Fig. 2: Effects of chirality on protein interactions.
From: Stereochemistry in the disorder–order continuum of protein interactions
a, ProTα and the H1155–175 peptide remain disordered during their interaction. b, Far-UV CD spectra of l-H1155–175 and d-H1155–175 peptides and their sum. MRE, mean residue ellipticity (cm2 dmol−1 residue−1; n = 1). c,d, CSP (c) and ΔCSPl-d (n = 1) (d) caused by the addition of l-H1 or d-H1 (500 µM) to ProTα (50 µM). e, ITC of interactions of ProTα with l-H1155–175 and d-H1155–175. Raw ITC thermograms (left) and fitted one-site binding isotherms (right). DP, differential power. f, smFRET of l-H1155–175 or d-H1155–175 with ProTα, fitting FRET efficiency (⟨E⟩) as a function of ligand concentration to obtain Kd values. g, MCL1 is folded and interacts with the disordered PUMA peptide, which forms an α-helix upon interaction via induced fit. h, Far-UV CD spectra of l-PUMA and d-PUMA peptides, and their sum. i, ITC performed under the same conditions for both l-PUMA and d-PUMA (n = 3, figure is representative).
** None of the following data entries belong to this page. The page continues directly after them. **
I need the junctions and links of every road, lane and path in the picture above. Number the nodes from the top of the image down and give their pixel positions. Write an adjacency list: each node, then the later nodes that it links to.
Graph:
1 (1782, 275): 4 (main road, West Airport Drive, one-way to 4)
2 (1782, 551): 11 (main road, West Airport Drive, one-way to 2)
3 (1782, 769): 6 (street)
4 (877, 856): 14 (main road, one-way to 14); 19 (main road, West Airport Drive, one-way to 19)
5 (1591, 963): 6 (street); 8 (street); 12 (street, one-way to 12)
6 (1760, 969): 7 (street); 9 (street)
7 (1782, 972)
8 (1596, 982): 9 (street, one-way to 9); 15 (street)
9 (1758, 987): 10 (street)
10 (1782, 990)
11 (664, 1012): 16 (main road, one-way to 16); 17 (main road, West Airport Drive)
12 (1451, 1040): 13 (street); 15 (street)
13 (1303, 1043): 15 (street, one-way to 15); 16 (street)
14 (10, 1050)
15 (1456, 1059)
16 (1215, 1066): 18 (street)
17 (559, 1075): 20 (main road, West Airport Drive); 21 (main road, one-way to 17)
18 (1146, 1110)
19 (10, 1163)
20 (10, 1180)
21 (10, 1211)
N/A, not applicable. j, ITC performed using higher concentrations of both MCL1 and d-PUMA (70 µM and 700 µM, respectively; n = 3, figure is representative). k, CSPs induced by the interaction of MCL1 (50 µM) with l-PUMA and d-PUMA at equal (90%) saturation (n = 1). l, Changes in NMR peak intensities upon addition of l-PUMA or d-PUMA to MCL1 at 90% saturation (n = 1). In all panels, l-peptides are represented in grey, and d-peptides are in orange. Blue diamonds indicate missing assignments, assigned residues that could not be tracked, or prolines.